Faster Payments 101: What Instant Payments Are, and Why They Change the Rules

By: Paul Roberts, AFPP, CTO & Co-Founder, SparrowPay Inc.

The U.S. payments landscape is in the middle of a generational shift, and the term faster payments is showing up everywhere: in bank roadmaps, ISV pitch decks, and vendor RFP responses. But under the umbrella of faster payments sits a more specific category that deserves its own spotlight: instant payments. For ISVs, VARs, and anyone building in the retail IT channel, understanding what instant payments actually are, and how they differ from the rails we have grown up with, is quickly becoming table stakes.

What Qualifies as an Instant Payment?
Not every faster payment is an instant payment. In the U.S., instant payments are the product of two purpose-built rails: The Clearing House’s RTP® network, live since 2017, and the Federal Reserve’s FedNow® Service, which launched in July 2023. Both move funds between bank accounts in seconds, operate continuously, and settle with finality. You will also hear about push-to-card networks like Visa Direct and Mastercard Send in the same breath. These deliver near-instant payouts and have real value in disbursement use cases, but they are built on top of existing card rails rather than on direct account-to-account instant rails. Useful cousins, not the same animal.

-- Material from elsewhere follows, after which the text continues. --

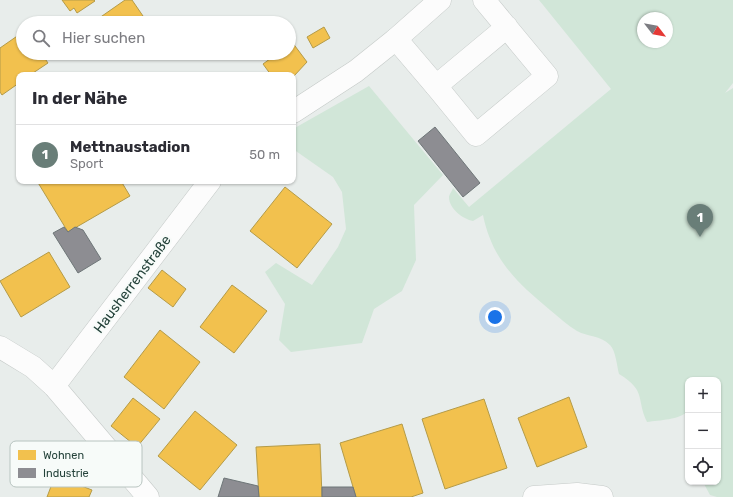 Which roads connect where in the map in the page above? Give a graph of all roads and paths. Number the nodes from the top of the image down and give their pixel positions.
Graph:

24/7/365 Clearing and Settlement
The first thing that makes instant payments genuinely different is that they never close. ACH operates in batch windows and skips weekends and federal holidays. Wires are bound by bank business hours. RTP and FedNow, by contrast, clear and settle on Saturdays, Sundays, at 3 a.m. on Christmas morning, and every minute in between. For a small business cutting payroll, a marketplace paying out a seller, or a contractor getting paid the moment a job is finished, that always-on availability is not a marketing claim. It is a structural change in how money moves, and it erases the “why can’t I see that yet” friction that has plagued digital commerce for decades.

Push-Only by Design
Here is the detail that trips up most newcomers: both RTP and FedNow are push-only rails. Only the sender’s financial institution can initiate a transfer, and funds can only be credited into the receiver’s account. There is no pull equivalent. That means no ACH-style direct debit, and no card-style authorization where the merchant reaches into the customer’s account and retrieves funds. This design choice is intentional. It removes an entire class of unauthorized-debit risk, keeps the payer firmly in control of their own account, and sidesteps much of the credential-sharing surface area that has made card acceptance so heavy with compliance. For merchants accustomed to card rails, the mental model is unfamiliar at first, but it is cleaner.

Request for Payment: A Push Initiated by the Payee
If the rails are push-only, how does a biller actually collect? The answer is Request for Payment, or RfP. An RfP is a structured message that the payee sends through the rail to the payer’s bank, essentially saying, “here is the invoice, here is the amount, here is the reference data, please approve.” The payer sees the request inside their banking app or billing portal, reviews it, and approves it. Only after that approval does the payer’s bank push the funds back through the rail to the payee. Crucially, the payee never pulls. They ask, and the payer voluntarily pushes. This preserves the push-only integrity of the rail while enabling the use cases, like bill pay, collections, and account-to-account checkout, that would otherwise require a debit mechanism.

Irrevocability and the New Risk Posture
Once an instant payment settles, it is final. There are no chargebacks, no sixty-day return windows, and no “oh wait, let me reverse that.” Fraud and error resolution absolutely exist, but they almost always require cooperation from the receiver rather than a unilateral reversal like you would see in ACH or cards. The upside is significant. Receivers can rely on funds the moment they post, and the working capital that used to sit trapped in ACH float or subject to return no longer does. That combination of immediate availability and finality cuts meaningfully into both liquidity risk and the receiver-side counterparty exposure that has long suppressed B2B faster-settlement behavior. The tradeoff is that the risk burden shifts upstream, onto pre-transaction verification. Strong customer authentication, payer confirmation, payee account validation, and real-time screening are no longer optional nice-to-haves. They are the front line. For the channel, that is a meaningful shift in how we should think about fraud tooling and integration design.

Why This Matters for the Channel
Instant payments are not simply a faster version of ACH or a cheaper version of cards. They are a structurally different kind of rail, with their own economics, risk profile, and integration patterns. For ISVs and VARs serving retail, hospitality, healthcare, field services, and beyond, the opportunity is to move early and thoughtfully, building for a world where settlement is measured in seconds, reconciliation arrives with the payment, and the customer approves the transaction from inside their own banking app. Consumer choice matters here too. Approving a payment from within a familiar banking app, with no card numbers or merchant logins to hand over, delivers a cleaner and more transparent experience than most checkout flows ever have. Combined with lower cost of acceptance, richer remittance data that travels alongside the payment, and network reach growing quickly across both RTP and FedNow, the early movers in the channel will be the ones shaping what modern payments look like for everyone else.